Вопросы роем жужжали у меня в голове. Когда эта книга попала к Анне? Много ли ей известно о моем предательстве? Что означает театр пантомимы? Какие отношения связывают Хьюго и Анну? Что они могли сказать друг другу обо мне? Тут открывались такие чудовищные возможности, что я ахнул. Внезапно поведение Сэди тоже обрело смысл, и мне стало ясно, что Хьюго влюблен не в Сэди, а в Анну. Хьюго пополнил ряды тех, кому Анна уделяла ровно столько терпимого и нежного внимания, сколько требовалось, чтобы держать их в постоянной лихорадке. И уж скорее Анна была того типа женщина, какой мог увлечься Хьюго. Вот почему Сэди выходит из себя от ревности, вот откуда, возможно, и та враждебность, которую Хьюго пытается побороть, а я, видимо, призван каким-то образом поддерживать. А может быть, Уэлбек-стрит интересует Хьюго просто потому, что он надеется застать там Анну. В общем, вариантов сколько угодно.

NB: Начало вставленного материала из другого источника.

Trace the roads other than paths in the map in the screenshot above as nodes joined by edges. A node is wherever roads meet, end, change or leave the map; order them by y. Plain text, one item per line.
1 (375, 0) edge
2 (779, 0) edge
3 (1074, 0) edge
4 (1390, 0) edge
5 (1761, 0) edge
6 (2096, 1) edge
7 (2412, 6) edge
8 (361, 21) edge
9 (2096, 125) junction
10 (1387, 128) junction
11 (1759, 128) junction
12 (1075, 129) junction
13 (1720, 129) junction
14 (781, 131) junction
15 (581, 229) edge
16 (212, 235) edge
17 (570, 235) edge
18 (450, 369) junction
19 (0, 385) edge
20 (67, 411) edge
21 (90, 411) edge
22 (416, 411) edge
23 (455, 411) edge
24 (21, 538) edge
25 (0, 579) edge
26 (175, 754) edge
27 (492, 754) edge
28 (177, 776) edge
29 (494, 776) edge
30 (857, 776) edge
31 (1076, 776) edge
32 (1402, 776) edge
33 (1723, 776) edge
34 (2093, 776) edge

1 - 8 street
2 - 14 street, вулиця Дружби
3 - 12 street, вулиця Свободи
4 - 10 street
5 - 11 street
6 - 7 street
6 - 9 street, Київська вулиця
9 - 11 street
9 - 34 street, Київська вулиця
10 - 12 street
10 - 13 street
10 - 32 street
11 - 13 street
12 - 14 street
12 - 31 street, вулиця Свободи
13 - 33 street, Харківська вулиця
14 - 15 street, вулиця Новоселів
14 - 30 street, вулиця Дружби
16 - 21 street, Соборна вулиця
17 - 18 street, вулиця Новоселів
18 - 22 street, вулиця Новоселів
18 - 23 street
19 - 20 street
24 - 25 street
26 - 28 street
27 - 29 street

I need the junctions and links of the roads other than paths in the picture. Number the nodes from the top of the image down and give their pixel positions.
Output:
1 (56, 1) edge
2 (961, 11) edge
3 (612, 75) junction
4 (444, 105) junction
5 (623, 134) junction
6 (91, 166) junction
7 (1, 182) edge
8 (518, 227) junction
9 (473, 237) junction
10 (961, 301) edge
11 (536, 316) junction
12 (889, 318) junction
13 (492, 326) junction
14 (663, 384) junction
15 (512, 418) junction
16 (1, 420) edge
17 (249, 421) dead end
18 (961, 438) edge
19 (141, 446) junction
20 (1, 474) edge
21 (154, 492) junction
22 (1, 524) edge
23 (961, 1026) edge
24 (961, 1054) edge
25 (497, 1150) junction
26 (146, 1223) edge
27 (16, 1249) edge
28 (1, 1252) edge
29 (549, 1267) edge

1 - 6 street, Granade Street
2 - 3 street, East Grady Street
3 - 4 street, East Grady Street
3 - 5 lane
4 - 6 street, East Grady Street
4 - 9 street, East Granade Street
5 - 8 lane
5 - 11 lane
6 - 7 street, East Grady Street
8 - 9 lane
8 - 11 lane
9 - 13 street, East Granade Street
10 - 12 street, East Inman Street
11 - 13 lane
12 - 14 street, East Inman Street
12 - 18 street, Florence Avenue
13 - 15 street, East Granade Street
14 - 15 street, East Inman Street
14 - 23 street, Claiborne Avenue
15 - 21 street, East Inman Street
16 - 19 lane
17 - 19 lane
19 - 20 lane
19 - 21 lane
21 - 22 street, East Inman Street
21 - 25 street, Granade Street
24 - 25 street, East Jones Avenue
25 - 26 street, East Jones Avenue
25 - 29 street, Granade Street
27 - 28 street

Теперь объясняется и театр пантомимы. Это, безусловно, какая-нибудь фантазия Хьюго, и для осуществления ее он завербовал Анну, возможно, против ее воли. Если она по ходу дела нахваталась его мыслей, так это вполне естественно. Анна впечатлительна, а Хьюго — яркая личность. Возможно, даже и так: театр для того и предназначался, чтобы привлечь и увлечь Анну, а затем стать для нее золотой клеткой. Мне вспомнился немой экспрессионизм ранних фильмов Хьюго. Допустим, что безмолвная чистота пантомимы прочно завладела его душой. Но самый-то театр во всей своей прелести был домом для Анны, домом, который Хьюго построил и в котором ей уготована была роль королевы. Неспокойной королевы — я помнил, как нервничала Анна в тот день, когда я нашел ее в театре. Роль, которую создал для нее Хьюго, была явно не по ней. И тут мне явилось новое озарение. С невероятной отчетливостью перед глазами возникла фигура рослого мужчины в маске, которого я увидел на сцене крошечного театра, фигура, показавшаяся мне странно знакомой; теперь у меня уже не оставалось ни тени сомнения в том, что это был сам Хьюго.
В ту же минуту зазвонил телефон. Сердце у меня подскочило и упало, как птица, ударившаяся о стекло. Я вскочил с кресла. Мне было ясно, что это звонит Хьюго. Я смотрел на телефон, как смотрят на гремучую змею. Потом поднял трубку и, изменив голос, хрипло сказал: «Алло?»
На другом конце провода Хьюго нерешительно произнес:
— Простите, нельзя ли мне поговорить с мисс Квентин, если она дома?
Я стоял окаменев, не соображая, что нужно ответить. Потом сказал:
— Здравствуйте, Хьюго, это Джейк Донагью. Мне нужно как можно скорее увидеться с вами, дело важное. — Ответом было мертвое молчание. Я продолжал: — Вы бы не могли приехать сюда, к Сэди? Я здесь один. Или мне приехать к вам? — На середине этой фразы Хьюго положил трубку.
Тогда я пришел в исступление. Я крикнул что-то в трубку и швырнул ее. Я рвал на себе волосы и громко ругался. Я носился по комнате, раскидывая ногами ковры. Прошло не меньше десяти минут, прежде чем я успокоился и спросил себя, почему я, собственно, так волнуюсь.